Job’s Act: come il PD sconfessa, o almeno ci prova, il PD. Il Nazzareno prova a cancellare un ventennio (il suo) di riformismo

Per rendersi più votabile e per cancellare il nesso evidente tra l’occupazione attuale soprattutto a termine, quindi precaria e instabile, di oggi con una delle più terribili riforme, il Job’s Act, mai realizzate dal cosiddetto “centrosinistra” (che ha mandato, definitivamente, in soffitta l’art.18) e/o per cancellare il ricordo e il passaggio turbolento del precedente segretario, Matteo Renzi, il PD ha escogitato la realizzazione di un “pacchetto lavoro”, che, nelle intenzioni e a parole, dovrebbe ripristinare il mondo del lavoro com’era prima del passaggio dei famigerati riformisti di sinistra.

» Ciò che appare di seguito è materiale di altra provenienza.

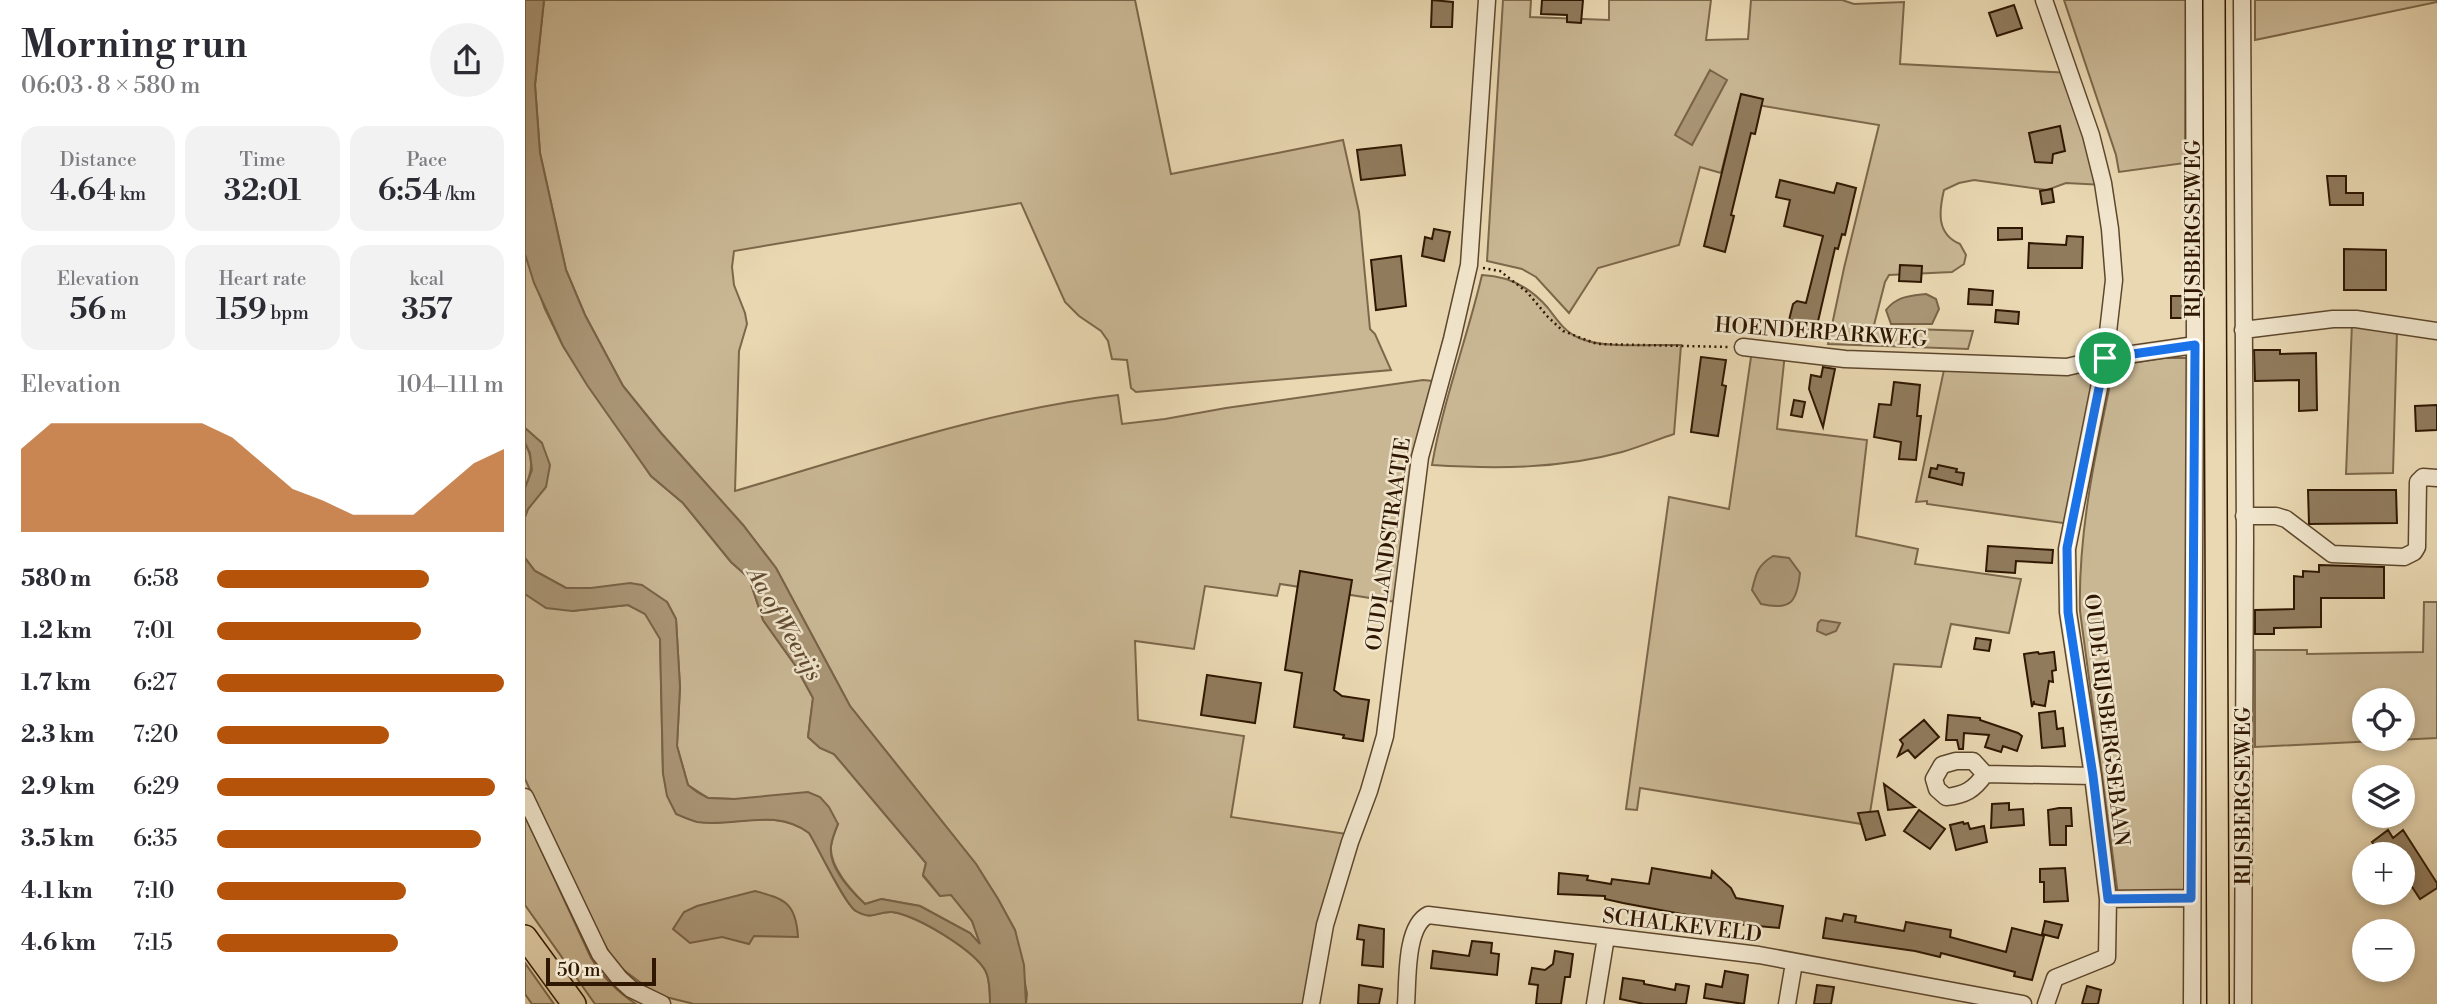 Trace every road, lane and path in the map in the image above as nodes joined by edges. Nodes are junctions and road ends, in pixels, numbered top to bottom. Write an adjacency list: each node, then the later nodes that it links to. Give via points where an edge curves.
1 (1487, 0): 6 (street, OUDLANDSTRAATJE)
2 (2044, 0): 11 (street, OUDE RIJSBERGSEBAAN, via 2103,183 2114,280)
3 (2193, 0): 9 (street, RIJSBERGSEWEG)
4 (2214, 0): 31 (main road, RIJSBERGSEWEG)
5 (2242, 0): 7 (street, RIJSBERGSEWEG)
6 (1469, 265): 10 (path, HOENDERPARKWEG, via 1500,271 1563,331 1597,344); 24 (street, OUDLANDSTRAATJE, via 1420,457 1384,736 1325,925)
7 (2243, 330): 8 (street, via 2356,319); 13 (street, RIJSBERGSEWEG)
8 (2437, 331)
9 (2195, 345): 11 (street, HOENDERPARKWEG); 17 (street, RIJSBERGSEWEG)
10 (1743, 348): 11 (street, HOENDERPARKWEG, via 1845,359 2067,367)
11 (2105, 358): 15 (street, OUDE RIJSBERGSEBAAN, via 2067,548 2068,612)
12 (2437, 478): 13 (street, via 2423,477 2418,482 2417,547 2404,557 2332,554 2286,519)
13 (2244, 516): 32 (street, RIJSBERGSEWEG)
14 (1985, 774): 15 (street)
15 (2093, 776): 18 (street, OUDE RIJSBERGSEBAAN)
16 (525, 797): 23 (street, via 605,960 631,989)
17 (2191, 898): 18 (street); 30 (street, RIJSBERGSEWEG)
18 (2108, 899): 29 (street, OUDE RIJSBERGSEBAAN, via 2107,957 2055,978)
19 (525, 937): 22 (highway)
20 (1606, 937): 21 (street, SCHALKEVELD); 25 (street, SCHALKEVELD, via 1428,915 1412,934); 26 (street)
21 (1794, 963): 27 (street); 28 (street, SCHALKEVELD)
22 (573, 1004)
23 (662, 1004)
24 (1311, 1004)
25 (1406, 1004)
26 (1595, 1004)
27 (1787, 1004)
28 (2023, 1004)
29 (2046, 1004)
30 (2192, 1004)
31 (2218, 1004)
32 (2243, 1004)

Il programma del PD, sostiene lo stesso PD, – che così sconfessa se stesso – intende andare «definitivamente oltre il Job’s Act, come anticipato dal segretario Enrico Letta già lo scorso maggio», è scritto in una nota diffusa dai dem. Come? Andando «contro il lavoro povero e precario, sul modello spagnolo: uno stipendio in più a fine anno grazie alla riduzione delle tasse sul lavoro; legge contro i “contratti pirata” – cioè quelli non firmati dalla Cgil – che riconosce il valore legale, valido per tutti, del salario economico stabilito dai contratti collettivi; salario minimo contrattuale contro il lavoro povero (soglia minima definita con parti sociali e in linea con la direttiva Ue: 9 euro l’ora); reddito di cittadinanza riformato anche con l’integrazione al reddito dei lavori poveri (in-work benefit); potenziamento del “Fondo nuove competenze” e del contratto di espansione; rafforzamento dei centri per l’impiego; riforma dell’apprendistato; abolizione degli stage extra-curriculari (eccetto quelli che iniziano a 1 anno dalla conclusione degli studi, che devono essere comunque retribuiti e durare massimo 12 mesi); introduzione della causale all’inizio del rapporto di lavoro per il contratto a tempo determinato; potenziamento dei controlli contro il lavoro nero e sommerso con l’estensione a tutti i settori del Durc, già applicato in edilizia». L’elenco prosegue con la clausola di premialità negli appalti per l’occupazione giovanile e femminile già inserita nel Pnrr, la piena applicazione della legge sul caporalato; legge per l’equo compenso; anticipazione della proposta Ue sui lavoratori delle piattaforme online; promozione dello smartworking e di progetti di riduzione dell’orario di lavoro a parità di salario. E chi più ne ha più ne Letta.
La domanda, del tutto legittima ma senza risposta, da fare è perché, essendo stati e persino con “azioni di forza” al governo, dovrebbero riuscire adesso a migliorare il mercato o il mondo del lavoro, da loro stessi precarizzato fin dal lontano 1997 con il famigerato “Pacchetto Treu”.